### The input

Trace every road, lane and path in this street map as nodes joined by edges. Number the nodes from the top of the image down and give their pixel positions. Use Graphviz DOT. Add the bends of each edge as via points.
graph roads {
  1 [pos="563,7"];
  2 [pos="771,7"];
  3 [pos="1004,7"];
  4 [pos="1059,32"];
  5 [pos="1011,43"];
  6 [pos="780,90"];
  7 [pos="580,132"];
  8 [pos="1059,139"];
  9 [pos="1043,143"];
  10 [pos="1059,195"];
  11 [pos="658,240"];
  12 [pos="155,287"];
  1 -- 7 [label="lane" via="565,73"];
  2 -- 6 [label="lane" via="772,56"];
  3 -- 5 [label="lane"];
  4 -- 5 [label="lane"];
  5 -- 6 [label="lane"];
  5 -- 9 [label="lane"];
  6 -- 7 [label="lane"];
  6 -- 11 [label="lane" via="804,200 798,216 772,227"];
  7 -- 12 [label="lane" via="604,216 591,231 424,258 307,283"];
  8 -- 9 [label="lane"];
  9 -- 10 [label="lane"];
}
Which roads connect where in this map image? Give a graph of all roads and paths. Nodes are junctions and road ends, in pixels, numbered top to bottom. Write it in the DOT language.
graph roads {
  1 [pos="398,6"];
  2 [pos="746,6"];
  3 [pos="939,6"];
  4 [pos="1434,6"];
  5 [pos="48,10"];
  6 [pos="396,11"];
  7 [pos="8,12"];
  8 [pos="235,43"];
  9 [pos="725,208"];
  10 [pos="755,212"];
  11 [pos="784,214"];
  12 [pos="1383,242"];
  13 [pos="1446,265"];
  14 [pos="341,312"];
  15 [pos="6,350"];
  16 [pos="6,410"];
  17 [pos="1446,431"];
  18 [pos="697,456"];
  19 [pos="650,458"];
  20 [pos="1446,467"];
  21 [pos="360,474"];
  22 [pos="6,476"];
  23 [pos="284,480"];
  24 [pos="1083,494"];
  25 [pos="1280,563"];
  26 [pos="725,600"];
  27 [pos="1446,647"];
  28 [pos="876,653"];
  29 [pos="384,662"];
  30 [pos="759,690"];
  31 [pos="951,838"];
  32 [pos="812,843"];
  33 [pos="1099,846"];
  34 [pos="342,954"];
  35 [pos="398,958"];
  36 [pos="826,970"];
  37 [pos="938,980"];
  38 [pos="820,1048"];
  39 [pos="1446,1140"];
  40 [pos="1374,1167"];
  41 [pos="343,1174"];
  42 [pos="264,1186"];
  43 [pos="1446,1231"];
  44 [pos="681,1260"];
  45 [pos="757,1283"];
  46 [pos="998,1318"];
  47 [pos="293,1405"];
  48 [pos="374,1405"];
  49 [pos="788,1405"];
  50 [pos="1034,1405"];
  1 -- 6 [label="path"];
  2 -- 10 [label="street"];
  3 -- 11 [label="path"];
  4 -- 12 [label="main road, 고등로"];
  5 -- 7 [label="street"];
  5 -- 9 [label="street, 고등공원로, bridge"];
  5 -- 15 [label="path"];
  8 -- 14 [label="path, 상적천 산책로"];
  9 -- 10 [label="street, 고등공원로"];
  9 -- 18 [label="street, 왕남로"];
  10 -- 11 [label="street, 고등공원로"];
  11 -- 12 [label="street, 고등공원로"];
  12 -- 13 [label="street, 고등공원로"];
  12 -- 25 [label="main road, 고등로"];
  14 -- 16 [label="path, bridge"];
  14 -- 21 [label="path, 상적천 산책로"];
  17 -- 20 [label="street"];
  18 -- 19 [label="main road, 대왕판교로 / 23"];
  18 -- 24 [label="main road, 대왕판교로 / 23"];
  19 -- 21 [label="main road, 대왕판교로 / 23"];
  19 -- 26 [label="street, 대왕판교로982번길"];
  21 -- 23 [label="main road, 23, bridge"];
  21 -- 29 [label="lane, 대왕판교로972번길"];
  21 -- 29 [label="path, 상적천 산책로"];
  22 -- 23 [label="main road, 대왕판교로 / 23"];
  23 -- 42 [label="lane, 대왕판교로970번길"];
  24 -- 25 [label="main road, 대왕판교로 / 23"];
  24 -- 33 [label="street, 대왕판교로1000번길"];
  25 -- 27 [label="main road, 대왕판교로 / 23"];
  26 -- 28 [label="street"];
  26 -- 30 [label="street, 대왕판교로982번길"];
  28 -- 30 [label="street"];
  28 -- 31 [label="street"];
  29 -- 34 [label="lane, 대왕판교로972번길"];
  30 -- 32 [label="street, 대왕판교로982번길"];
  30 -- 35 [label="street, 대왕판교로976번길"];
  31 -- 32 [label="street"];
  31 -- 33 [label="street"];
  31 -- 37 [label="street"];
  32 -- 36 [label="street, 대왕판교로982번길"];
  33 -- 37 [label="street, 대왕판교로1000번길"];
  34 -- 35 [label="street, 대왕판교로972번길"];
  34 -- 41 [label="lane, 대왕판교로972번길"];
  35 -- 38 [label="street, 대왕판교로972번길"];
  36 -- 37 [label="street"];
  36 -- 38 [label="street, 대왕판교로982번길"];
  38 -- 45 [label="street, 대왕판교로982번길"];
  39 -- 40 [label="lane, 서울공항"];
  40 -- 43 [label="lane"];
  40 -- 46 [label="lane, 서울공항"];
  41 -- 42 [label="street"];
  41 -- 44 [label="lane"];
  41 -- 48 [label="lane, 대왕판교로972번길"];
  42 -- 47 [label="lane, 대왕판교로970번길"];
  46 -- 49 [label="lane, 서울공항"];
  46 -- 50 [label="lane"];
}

######

■ **What you will do**
Check each line of the entries for the string "main". Copy the lines that have it.

■ **Reply to the task**
  4 -- 12 [label="main road, 고등로"];
  12 -- 25 [label="main road, 고등로"];
  18 -- 19 [label="main road, 대왕판교로 / 23"];
  18 -- 24 [label="main road, 대왕판교로 / 23"];
  19 -- 21 [label="main road, 대왕판교로 / 23"];
  21 -- 23 [label="main road, 23, bridge"];
  22 -- 23 [label="main road, 대왕판교로 / 23"];
  24 -- 25 [label="main road, 대왕판교로 / 23"];
  25 -- 27 [label="main road, 대왕판교로 / 23"];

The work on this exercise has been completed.